When they try to access these options they get a message box with the following content in it:
"You are entering a secure site. The first time you access this site you must install the SSL Certificate. A valid user name and password is required once per session."
At the bottom of this window, you have this message:
"Note: To install certificate:
1. In the Security Alert dialog box, click View Certificate.
2. In the Certificate Information dialog box, click Install Certificate.
3. Complete the Certificate Import Wizard."
Together with a "MDSIS-security" windows, (and sometimes a offer to accept a SSL certificate) where they need to enter a username and a password. The admin password for the MDS Service is accepted, but you see the same MDS error.
This error occoured because the (server.key) key store does not contain the FQDN of the BlackBerry MDS Services for the Apache Tomcat alias. You can quickly check this if you examine the issuer from the ssl certificate in your Internet Explorer. Search for something like "BlackBerry MDS Service" or similar. If you found it, you can delete it (because "BlackBerry MDS Service" doesn´t match the Hostname from your MDS Server) and go directly to the resulution down under.

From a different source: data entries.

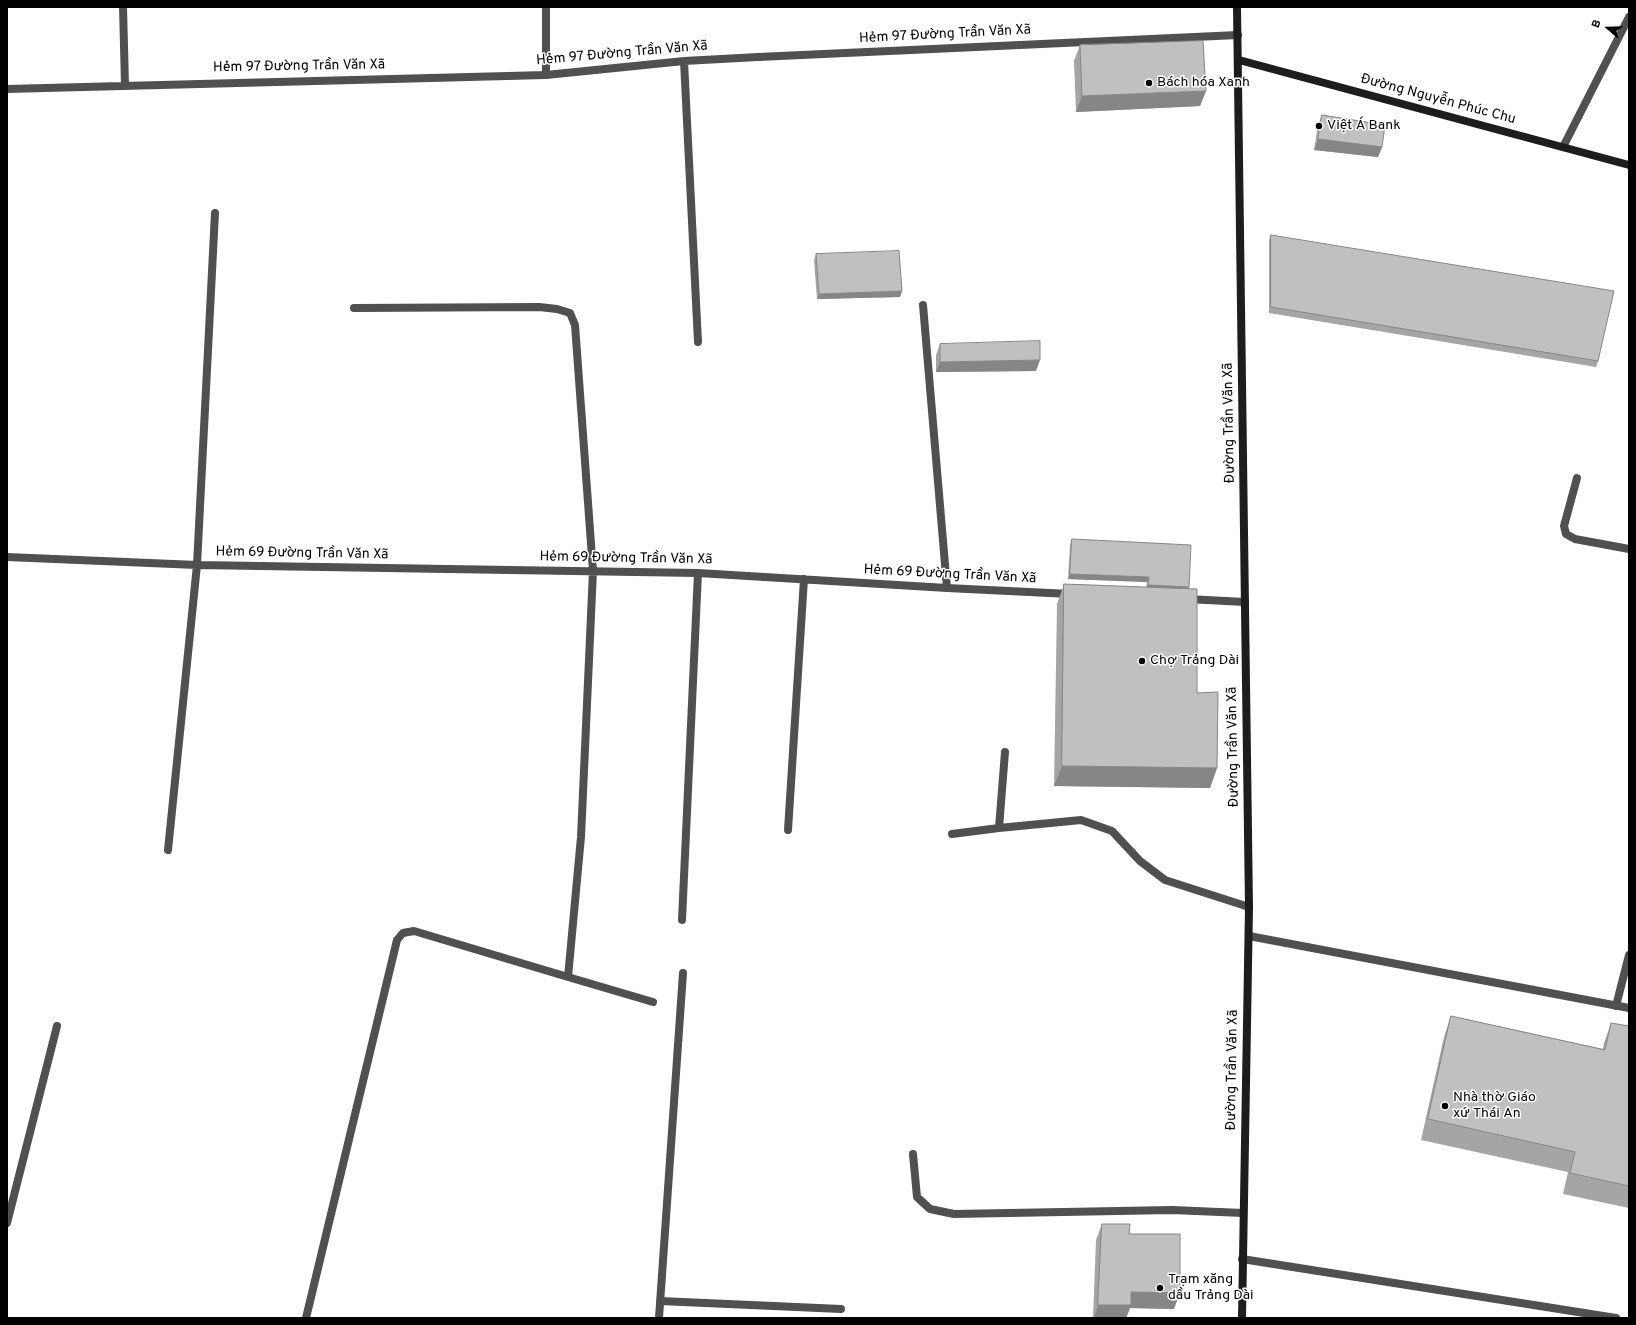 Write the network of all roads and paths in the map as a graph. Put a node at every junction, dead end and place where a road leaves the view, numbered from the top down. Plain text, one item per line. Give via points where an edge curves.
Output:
1 (124, 7) edge
2 (546, 7) edge
3 (1237, 7) edge
4 (1629, 17) edge
5 (1238, 35) junction
6 (1239, 60) junction
7 (684, 61) junction
8 (546, 75) junction
9 (125, 85) junction
10 (7, 89) edge
11 (1563, 147) junction
12 (1629, 165) edge
13 (215, 213) dead end
14 (923, 305) dead end
15 (354, 308) dead end
16 (698, 342) dead end
17 (1577, 478) dead end
18 (1629, 549) edge
19 (7, 557) edge
20 (197, 565) junction
21 (593, 571) junction
22 (698, 573) junction
23 (804, 580) junction
24 (947, 588) junction
25 (1080, 594) edge
26 (1182, 599) edge
27 (1245, 602) junction
28 (1005, 752) dead end
29 (999, 828) junction
30 (788, 830) dead end
31 (952, 834) dead end
32 (168, 850) dead end
33 (1249, 907) junction
34 (682, 920) dead end
35 (1249, 936) junction
36 (1629, 955) edge
37 (683, 973) dead end
38 (568, 977) junction
39 (653, 1002) dead end
40 (1616, 1006) junction
41 (1629, 1008) edge
42 (56, 1026) dead end
43 (913, 1154) dead end
44 (1243, 1213) junction
45 (7, 1223) edge
46 (1242, 1260) junction
47 (660, 1301) junction
48 (841, 1309) dead end
49 (306, 1318) edge
50 (659, 1318) edge
51 (1242, 1318) edge
52 (1616, 1318) edge

1 - 9 street
2 - 8 street
3 - 5 street, Đường Trần Văn Xã
4 - 11 street
5 - 6 street, Đường Trần Văn Xã
5 - 7 street, Hẻm 97 Đường Trần Văn Xã
6 - 11 street, Đường Nguyễn Phúc Chu
6 - 27 street, Đường Trần Văn Xã
7 - 8 street, Hẻm 97 Đường Trần Văn Xã
7 - 16 street
8 - 9 street, Hẻm 97 Đường Trần Văn Xã
9 - 10 street, Hẻm 97 Đường Trần Văn Xã
11 - 12 street, Đường Nguyễn Phúc Chu
13 - 20 street
14 - 24 street
15 - 21 street via 539,306 570,313 575,325
17 - 18 street via 1564,526 1566,534 1575,539
19 - 20 street, Hẻm 69 Đường Trần Văn Xã
20 - 21 street, Hẻm 69 Đường Trần Văn Xã
20 - 32 street
21 - 22 street, Hẻm 69 Đường Trần Văn Xã
21 - 38 street via 581,837
22 - 23 street, Hẻm 69 Đường Trần Văn Xã
22 - 34 street
23 - 24 street, Hẻm 69 Đường Trần Văn Xã
23 - 30 street
24 - 25 street, Hẻm 69 Đường Trần Văn Xã
26 - 27 street
27 - 33 street, Đường Trần Văn Xã
28 - 29 street
29 - 31 street
29 - 33 street via 1081,820 1112,831 1140,861 1166,880
33 - 35 street, Đường Trần Văn Xã
35 - 40 street
35 - 44 street, Đường Trần Văn Xã
36 - 40 street
37 - 47 street
38 - 39 street
38 - 49 street via 414,931 403,933 397,940
40 - 41 street
42 - 45 street
43 - 44 street via 917,1197 930,1209 954,1214 1172,1210
44 - 46 street, Đường Trần Văn Xã
46 - 51 street, Đường Trần Văn Xã
46 - 52 street
47 - 48 street
47 - 50 street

The server.key key store is located in the following directory:
C:\Program Files\Research In Motion\BlackBerry Enterprise Server\MDSS\config\security\
- Browse to the following directory from a command prompt: C:\Program Files\Research In Motion\BlackBerry Enterprise Server\MDSS\bin
- Type the following command from this directory (do not include quotes or brackets): >jks-generate.bat <KEYSTORE_PASSWORD> <FQDN>NOTE: <KEYSTORE_PASSWORD> should be replaced with the keystore password, which (by default) is “changeme”.
NOTE: <FQDN> should be replaced with the Fully Qualified Domain Name of the BlackBerry Enterprise Server BlackBerry MDS Services host, (e.g. blackberry.acme.com)
- If BlackBerry Manager is open, close it.
- In Microsoft Internet Explorer, select Tools > Internet Options.
- On the Content tab, select Certificates.
- Click Trusted Root Certification Authorities.
- Look for any certificates that resemble the computer name or FQDN of the BlackBerry Enterprise Server, or that reference MDS Services (e.g. "BlackBerry MDS Service").
- Remove those certificates.
- Restart the BlackBerry MDS Services Apache Tomcat service.
- Open BlackBerry Manager and install the certificate.
That should solve your problems with the MDS.